TLR4-mediated release of heparin-binding protein in human airways: a co-stimulatory role for IL-26

BACKGROUND: Bacterial infection causes accumulation of neutrophils that release antimicrobial proteins including heparin-binding protein (HBP). In human airways, this neutrophil accumulation can be re-capitulated via intrabronchial exposure to lipopolysaccharide (LPS), a Toll-like receptor 4 (TLR4) agonist, that also causes a local increase in the neutrophil-mobilizing cytokine IL-26. Although LPS is considered a weak stimulus for HBP release ex vivo, its effect on HBP release in human airways in vivo has not been characterized. METHODS: We determined whether intrabronchial exposure to LPS causes concomitant release of HBP and IL-26 in human airways, and whether IL-26 can enhance LPS-induced release of HBP in isolated human neutrophils.

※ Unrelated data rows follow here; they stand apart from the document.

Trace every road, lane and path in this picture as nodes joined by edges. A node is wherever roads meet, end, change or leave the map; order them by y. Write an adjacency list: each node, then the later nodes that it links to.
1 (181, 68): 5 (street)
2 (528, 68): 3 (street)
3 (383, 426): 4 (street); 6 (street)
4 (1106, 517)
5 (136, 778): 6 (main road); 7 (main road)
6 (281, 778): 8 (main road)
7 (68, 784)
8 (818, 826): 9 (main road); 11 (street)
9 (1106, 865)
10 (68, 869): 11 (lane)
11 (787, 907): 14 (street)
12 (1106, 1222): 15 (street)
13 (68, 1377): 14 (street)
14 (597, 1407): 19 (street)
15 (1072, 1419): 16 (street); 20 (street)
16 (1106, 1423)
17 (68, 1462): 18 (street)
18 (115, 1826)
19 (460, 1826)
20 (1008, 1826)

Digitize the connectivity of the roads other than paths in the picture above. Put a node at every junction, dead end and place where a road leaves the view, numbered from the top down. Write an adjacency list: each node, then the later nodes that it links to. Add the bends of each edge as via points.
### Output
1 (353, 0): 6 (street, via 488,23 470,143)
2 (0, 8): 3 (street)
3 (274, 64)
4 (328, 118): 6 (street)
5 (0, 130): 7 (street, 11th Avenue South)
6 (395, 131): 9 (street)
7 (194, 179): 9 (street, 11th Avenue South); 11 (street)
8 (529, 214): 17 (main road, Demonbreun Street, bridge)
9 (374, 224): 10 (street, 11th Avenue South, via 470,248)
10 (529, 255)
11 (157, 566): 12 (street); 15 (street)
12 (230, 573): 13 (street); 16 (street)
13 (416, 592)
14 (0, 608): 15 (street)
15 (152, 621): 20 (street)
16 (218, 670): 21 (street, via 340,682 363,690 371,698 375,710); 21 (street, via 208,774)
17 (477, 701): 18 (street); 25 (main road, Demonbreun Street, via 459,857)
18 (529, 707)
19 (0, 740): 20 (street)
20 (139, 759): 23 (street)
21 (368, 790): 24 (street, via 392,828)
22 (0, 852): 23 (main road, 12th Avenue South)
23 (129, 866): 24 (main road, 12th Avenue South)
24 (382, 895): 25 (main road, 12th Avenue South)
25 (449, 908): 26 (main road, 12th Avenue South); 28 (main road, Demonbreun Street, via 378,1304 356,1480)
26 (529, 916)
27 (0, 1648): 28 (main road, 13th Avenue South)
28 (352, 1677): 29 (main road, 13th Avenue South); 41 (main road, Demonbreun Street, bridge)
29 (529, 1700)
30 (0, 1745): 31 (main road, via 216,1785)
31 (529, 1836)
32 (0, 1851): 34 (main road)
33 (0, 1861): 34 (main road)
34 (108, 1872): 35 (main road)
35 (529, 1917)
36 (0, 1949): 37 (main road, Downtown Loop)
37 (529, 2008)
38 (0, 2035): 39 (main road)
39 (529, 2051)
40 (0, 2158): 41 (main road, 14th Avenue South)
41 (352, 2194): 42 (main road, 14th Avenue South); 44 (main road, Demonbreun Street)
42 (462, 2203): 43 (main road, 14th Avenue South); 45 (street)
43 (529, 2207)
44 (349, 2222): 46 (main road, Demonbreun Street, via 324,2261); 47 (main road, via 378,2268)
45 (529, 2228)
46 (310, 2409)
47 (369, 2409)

RESULTS: We found that the concentration of HBP was markedly increased in bronchoalveolar lavage (BAL) fluid 12, 24, and 48 hours after LPS exposure, and that it displayed a strong and positive correlation with that of IL-26. Moreover, the concentration of HBP in conditioned media from isolated neutrophils was enhanced only after co-stimulation with LPS and IL-26. CONCLUSIONS: Taken together, our findings indicate that TLR4 stimulation causes concomitant release of HBP and IL-26 in human airways, and that IL-26 may constitute a required co-stimulant for HBP release in neutrophils, thus enabling the concerted action of HBP and IL-26 in local host defense.